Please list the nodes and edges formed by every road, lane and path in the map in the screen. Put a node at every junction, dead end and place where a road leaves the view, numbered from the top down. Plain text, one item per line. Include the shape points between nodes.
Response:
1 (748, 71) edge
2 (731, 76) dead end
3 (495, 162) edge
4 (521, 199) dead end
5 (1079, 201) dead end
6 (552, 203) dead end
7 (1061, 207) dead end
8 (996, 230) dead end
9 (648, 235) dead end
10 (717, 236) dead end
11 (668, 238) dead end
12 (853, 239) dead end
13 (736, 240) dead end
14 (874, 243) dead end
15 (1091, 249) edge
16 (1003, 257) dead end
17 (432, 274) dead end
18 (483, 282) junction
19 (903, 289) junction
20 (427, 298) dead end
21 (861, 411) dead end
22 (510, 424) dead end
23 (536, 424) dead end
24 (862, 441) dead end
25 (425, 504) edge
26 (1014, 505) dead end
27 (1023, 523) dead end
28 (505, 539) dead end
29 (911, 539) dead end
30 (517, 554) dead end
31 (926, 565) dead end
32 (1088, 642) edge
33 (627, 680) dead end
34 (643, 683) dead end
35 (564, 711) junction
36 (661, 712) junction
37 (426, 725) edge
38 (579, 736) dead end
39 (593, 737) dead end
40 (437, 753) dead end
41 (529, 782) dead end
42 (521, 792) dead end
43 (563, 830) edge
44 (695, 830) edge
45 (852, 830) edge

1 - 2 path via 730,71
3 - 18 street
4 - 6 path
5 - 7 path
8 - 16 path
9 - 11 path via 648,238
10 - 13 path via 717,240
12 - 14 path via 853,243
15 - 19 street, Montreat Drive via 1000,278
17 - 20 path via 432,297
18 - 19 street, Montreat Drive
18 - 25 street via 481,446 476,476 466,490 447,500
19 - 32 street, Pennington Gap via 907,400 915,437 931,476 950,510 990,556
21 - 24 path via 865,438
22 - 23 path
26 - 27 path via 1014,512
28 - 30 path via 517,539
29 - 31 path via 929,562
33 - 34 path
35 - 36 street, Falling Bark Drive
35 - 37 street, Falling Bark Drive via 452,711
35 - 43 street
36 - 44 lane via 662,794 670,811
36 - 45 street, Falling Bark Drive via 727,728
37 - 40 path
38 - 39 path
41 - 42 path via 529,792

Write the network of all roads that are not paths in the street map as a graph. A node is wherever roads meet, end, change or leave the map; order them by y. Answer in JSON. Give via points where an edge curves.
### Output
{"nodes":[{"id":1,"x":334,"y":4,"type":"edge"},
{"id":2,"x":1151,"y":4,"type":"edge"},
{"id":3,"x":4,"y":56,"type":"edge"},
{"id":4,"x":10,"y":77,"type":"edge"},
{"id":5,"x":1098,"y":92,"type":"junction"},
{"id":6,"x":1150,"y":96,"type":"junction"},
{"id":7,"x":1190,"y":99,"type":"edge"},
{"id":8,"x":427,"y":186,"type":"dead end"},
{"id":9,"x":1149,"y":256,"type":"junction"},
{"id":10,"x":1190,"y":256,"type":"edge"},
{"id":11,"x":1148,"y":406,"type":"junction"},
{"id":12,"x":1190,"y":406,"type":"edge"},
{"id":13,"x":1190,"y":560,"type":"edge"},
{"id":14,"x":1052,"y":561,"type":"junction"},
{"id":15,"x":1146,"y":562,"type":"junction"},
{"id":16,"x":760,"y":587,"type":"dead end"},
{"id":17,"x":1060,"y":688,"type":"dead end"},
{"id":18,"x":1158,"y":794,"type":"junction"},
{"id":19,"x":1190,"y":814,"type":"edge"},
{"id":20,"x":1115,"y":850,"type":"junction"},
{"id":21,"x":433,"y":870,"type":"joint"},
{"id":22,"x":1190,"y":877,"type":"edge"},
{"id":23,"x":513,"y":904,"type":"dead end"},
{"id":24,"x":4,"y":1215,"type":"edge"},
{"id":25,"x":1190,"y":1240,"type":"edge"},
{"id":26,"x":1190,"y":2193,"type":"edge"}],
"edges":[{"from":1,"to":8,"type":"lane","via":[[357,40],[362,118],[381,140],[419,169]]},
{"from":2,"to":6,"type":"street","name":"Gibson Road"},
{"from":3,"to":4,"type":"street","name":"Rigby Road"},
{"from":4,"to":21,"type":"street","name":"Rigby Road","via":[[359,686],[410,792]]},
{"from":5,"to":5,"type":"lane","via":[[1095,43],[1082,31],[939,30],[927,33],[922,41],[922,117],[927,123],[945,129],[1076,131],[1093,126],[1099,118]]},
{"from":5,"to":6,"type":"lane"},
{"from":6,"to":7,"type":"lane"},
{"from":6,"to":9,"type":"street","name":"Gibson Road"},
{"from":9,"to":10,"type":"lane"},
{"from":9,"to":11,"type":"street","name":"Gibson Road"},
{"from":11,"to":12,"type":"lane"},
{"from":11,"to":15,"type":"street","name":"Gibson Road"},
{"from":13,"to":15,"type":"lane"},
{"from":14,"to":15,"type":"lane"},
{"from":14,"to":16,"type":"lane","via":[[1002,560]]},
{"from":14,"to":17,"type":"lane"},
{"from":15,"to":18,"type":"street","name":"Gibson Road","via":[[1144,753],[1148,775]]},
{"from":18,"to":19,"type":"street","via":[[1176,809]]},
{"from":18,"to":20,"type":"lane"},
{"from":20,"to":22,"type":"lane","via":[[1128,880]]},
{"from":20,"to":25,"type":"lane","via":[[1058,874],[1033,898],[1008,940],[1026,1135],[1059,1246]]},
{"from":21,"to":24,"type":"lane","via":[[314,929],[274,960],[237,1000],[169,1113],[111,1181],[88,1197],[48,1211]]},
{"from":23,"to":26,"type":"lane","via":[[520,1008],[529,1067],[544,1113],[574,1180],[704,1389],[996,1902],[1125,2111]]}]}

* [DIRECTIONS]
When a line of the records has the word "Falling", pick it out and copy it.

* [OUTPUT]
35 - 36 street, Falling Bark Drive
35 - 37 street, Falling Bark Drive via 452,711
36 - 45 street, Falling Bark Drive via 727,728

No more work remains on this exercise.